The territory of Alaska and dog mushing grew up together, with dog sleds a viable mode of travel and freight hauling in rural areas well into the second half of the 20th century. Mushing is deeply engrained in Alaska’s cultural legacy — colorful figures such as Herbie Nayokpuk, the “Shishmaref Cannonball,” and George Attla, the “Huslia Husler,” were once as well-known to racing fans in Alaska as Dale “The Intimidator” Earnhardt was to NASCAR devotees in the Lower 48. Then and now, mushing is a way of life, one that requires uncommon devotion, extreme physical endurance and a considerable expenditure of resources to keep a racing team well-fed and in competitive shape.
For all of those reasons, distance mushing is facing what we’re likely to one day look on as an inflection point that determined the future of the sport — but will its trajectory from here trend upward to a new heyday, or downward into irrelevance?
The COVID-19 pandemic was disruptive to mushing, as it was to so many aspects of our lives, but it was far from the first or only factor affecting the competitive sled dog racing scene.

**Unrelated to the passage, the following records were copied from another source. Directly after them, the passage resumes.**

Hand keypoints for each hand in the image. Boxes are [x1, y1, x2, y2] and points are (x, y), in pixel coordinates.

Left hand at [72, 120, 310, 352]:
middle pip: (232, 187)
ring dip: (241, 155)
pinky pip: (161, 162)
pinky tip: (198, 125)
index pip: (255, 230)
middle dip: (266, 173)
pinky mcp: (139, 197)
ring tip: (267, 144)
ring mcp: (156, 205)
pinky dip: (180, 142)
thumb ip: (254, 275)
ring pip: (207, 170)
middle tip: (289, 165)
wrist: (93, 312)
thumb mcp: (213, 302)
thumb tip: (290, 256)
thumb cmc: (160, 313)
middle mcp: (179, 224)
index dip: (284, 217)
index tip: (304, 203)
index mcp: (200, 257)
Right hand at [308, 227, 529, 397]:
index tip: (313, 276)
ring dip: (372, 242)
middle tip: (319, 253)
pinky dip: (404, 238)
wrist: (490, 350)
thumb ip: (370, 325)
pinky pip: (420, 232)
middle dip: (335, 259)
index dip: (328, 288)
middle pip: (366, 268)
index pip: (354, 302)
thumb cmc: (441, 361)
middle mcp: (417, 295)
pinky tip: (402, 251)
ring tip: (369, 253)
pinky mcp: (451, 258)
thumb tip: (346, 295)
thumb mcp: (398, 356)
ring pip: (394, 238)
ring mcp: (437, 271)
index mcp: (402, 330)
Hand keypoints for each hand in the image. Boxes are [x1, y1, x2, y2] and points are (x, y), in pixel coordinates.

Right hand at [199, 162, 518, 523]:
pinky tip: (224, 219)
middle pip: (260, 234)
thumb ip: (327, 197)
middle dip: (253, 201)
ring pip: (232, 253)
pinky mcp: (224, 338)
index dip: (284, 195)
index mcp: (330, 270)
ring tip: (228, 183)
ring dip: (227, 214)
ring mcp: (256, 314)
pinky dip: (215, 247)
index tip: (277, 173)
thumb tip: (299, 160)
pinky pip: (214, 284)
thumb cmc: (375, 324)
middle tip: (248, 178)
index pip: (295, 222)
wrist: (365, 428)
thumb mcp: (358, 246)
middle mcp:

In 2016, a whopping 85 mushers entered the Iditarod. Two years later, that number was 67. Two years after that, it was 57, and two years after that, it was 49. This year, only 34 entrants will make their way toward Nome — tying the all-time low in race history.
To the north, the situation with Alaska’s other big distance mushing race, the Yukon Quest, looks even tougher. The pandemic and cross-border tensions between the race’s two governing bodies led to the race being bifurcated into separate events on either side of the border in 2021, a state of affairs that has persisted since and done neither version of the race any favors. This year, a paltry nine mushers entered the 550-mile American edition of the race. The 450-mile Canadian race’s field was even smaller, at just six mushers. The longer the races suffer from such anemic participation, the more the question grows: How many participants are too few to justify the logistics, volunteer hours, veterinary care, prize sponsorships and so on that are needed for a serious distance mushing event?
We’re certainly not hoping for the demise of the Iditarod or the Yukon Quest — quite the contrary, it would be terrific to see the races thrive again and return to their former glory, when full competitive fields of mushers kept things exciting from start to finish. But to deny the seriousness of the stakes for distance mushing at this point would be the surest way to relegate Alaska’s major races to a slide into obscurity.
Even the high-octane Iron Dog, now underway, isn’t immune from some of the same difficulties that have affected distance mushing. In 2018, race organizers seriously considered canceling the 2019 race because of financial difficulties. In 2021, citing financial trouble partly caused by the COVID-19 pandemic, race organizers cut Fairbanks and several river communities out of the course, opting for a logistically simpler Big Lake-to-Nome-and-back round trip. At the time, race staff vowed they would include Fairbanks again as soon as they could, but it has yet to happen.
Put simply, whether the Iditarod, Yukon Quest and Iron Dog will survive a generation from now is up to all of us. Without active participation from competitors, sponsors and fans alike, it’s hard to see a viable path forward — the days of big national backing for the races are gone. But if we value the races’ place in our state and its culture, there can be enough support to carry them forward. Volunteers are always needed, and donations to the races themselves or payment for GPS race trackers are a good way to provide individual support. And more than anything else, if you’re invested in the fates of these races, spread the word to others who feel the same way.